Protected by heavily armed Israeli forces, the storming began at around 7am local time and continued for three hours, as Israelis marked the Jewish holiday of Tisha B'av.
Organised by far-right groups that call for the destruction of Al-Aqsa Mosque, one of the holiest sites in Islam, another round of storming is planned between 1:30pm and 2:30pm.
During the tours in the courtyards of the mosque, settlers performed religious prayers and raised the Israeli flag, in contravention of long-standing agreements on the site.
As part of a decades-old understanding between Jordan – the custodian of Islamic and Christian sites in Jerusalem – and Israel, non-Muslims are not allowed to perform any religious rituals inside the confines of Al-Aqsa Mosque, nor are Israeli symbols allowed to be displayed.
Non-Muslims can visit the mosque under the supervision of the Waqf, a joint Jordanian-Palestinian Islamic trust that manages the affairs of the mosque.
In 2003, the Waqf's management of Al-Aqsa visits was rescinded by Israeli authorities. Since then, Israeli police have allowed settlers and far-right activists to storm the site on a near-daily basis.
Far-right lawmaker Itamar Ben-Gvir led one of the groups that stormed the mosque, in what Palestinians see as a provocation of their feelings and a desecration of the sanctity of the mosque.
Ben-Gvir, who lives in an illegal settlement in the occupied West Bank, is the head of the small Jewish Power party and is associated with the hardline anti-Palestinian Kahanist ideology.
According to local Palestinian media, at least 1,000 Israeli had stormed the site in the morning.
Small groups of Muslim worshippers who were inside the mosque during the raids were assaulted by Israeli forces.
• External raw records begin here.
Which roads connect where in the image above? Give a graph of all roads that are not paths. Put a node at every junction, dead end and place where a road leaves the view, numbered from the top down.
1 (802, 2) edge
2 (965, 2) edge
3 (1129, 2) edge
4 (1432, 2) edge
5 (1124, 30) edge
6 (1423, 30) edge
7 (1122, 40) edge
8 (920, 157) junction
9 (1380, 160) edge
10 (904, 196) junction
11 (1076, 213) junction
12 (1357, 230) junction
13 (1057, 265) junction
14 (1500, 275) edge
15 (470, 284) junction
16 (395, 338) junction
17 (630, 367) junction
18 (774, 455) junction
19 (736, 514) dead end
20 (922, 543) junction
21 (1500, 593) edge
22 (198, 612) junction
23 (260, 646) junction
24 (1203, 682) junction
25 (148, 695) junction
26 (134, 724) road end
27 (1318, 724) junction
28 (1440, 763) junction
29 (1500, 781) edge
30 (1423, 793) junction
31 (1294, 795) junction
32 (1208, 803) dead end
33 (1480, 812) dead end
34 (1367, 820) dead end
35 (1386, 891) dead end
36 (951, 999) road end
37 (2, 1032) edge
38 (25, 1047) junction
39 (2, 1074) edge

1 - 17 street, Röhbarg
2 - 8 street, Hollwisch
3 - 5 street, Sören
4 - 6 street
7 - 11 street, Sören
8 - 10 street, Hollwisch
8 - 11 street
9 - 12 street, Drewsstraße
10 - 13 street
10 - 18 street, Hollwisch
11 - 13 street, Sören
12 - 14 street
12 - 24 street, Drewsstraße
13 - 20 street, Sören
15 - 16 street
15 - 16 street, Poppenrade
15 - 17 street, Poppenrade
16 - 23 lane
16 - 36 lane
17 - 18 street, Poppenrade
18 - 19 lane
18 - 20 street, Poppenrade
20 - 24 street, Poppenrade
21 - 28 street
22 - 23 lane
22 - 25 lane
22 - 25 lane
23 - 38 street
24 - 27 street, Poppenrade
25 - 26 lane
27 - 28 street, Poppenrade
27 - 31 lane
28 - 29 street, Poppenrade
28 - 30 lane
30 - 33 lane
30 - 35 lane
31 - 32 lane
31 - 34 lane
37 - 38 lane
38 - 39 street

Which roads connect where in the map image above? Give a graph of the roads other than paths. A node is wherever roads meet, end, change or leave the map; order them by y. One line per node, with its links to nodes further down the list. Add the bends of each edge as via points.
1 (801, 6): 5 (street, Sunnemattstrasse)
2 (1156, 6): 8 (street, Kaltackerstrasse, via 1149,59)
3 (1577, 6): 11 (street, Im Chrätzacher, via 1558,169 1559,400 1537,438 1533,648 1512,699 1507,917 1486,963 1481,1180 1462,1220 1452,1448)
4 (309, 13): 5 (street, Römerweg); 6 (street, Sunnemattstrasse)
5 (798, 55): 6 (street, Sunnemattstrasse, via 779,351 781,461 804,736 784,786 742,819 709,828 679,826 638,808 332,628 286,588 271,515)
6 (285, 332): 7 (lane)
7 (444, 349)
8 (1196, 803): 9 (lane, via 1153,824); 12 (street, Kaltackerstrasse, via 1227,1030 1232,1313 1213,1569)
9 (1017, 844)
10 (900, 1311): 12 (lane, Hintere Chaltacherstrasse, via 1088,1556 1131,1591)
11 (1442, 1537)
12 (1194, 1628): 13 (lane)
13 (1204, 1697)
Outside the mosque, located in Jerusalem's ancient Old City, skirmishes occurred between Israeli ultra-nationalists and Palestinian residents.
Some Israeli activists were seen chanting anti-Muslim slogans, such as "Mohammed is Dead," referring to Islam's prophet.
The large Aqsa raids on Sunday were allowed by Israeli authorities despite concerns that they could spark further violence amid the ongoing Israeli military campaign in Gaza.
More than 29 Palestinians, including six children, have been killed in the attacks that began on Friday. At least 253 were wounded, more than half of them women and children, according to the Palestinian health ministry.
On Saturday, several protests were organised by Palestinians to condemn the Israeli aggression in Haifa, Jaffa, Ramallah, Hebron and Jerusalem, among other cities.
A small demonstration at Damascus Gate, an important Palestinian landmark in occupied East Jerusalem, was dispersed by Israeli forces on Saturday evening.
Later in the day, flag-waving Israelis marched throughout the city, reaching Damascus Gate, without any intervention from paramilitary police forces stationed in the area.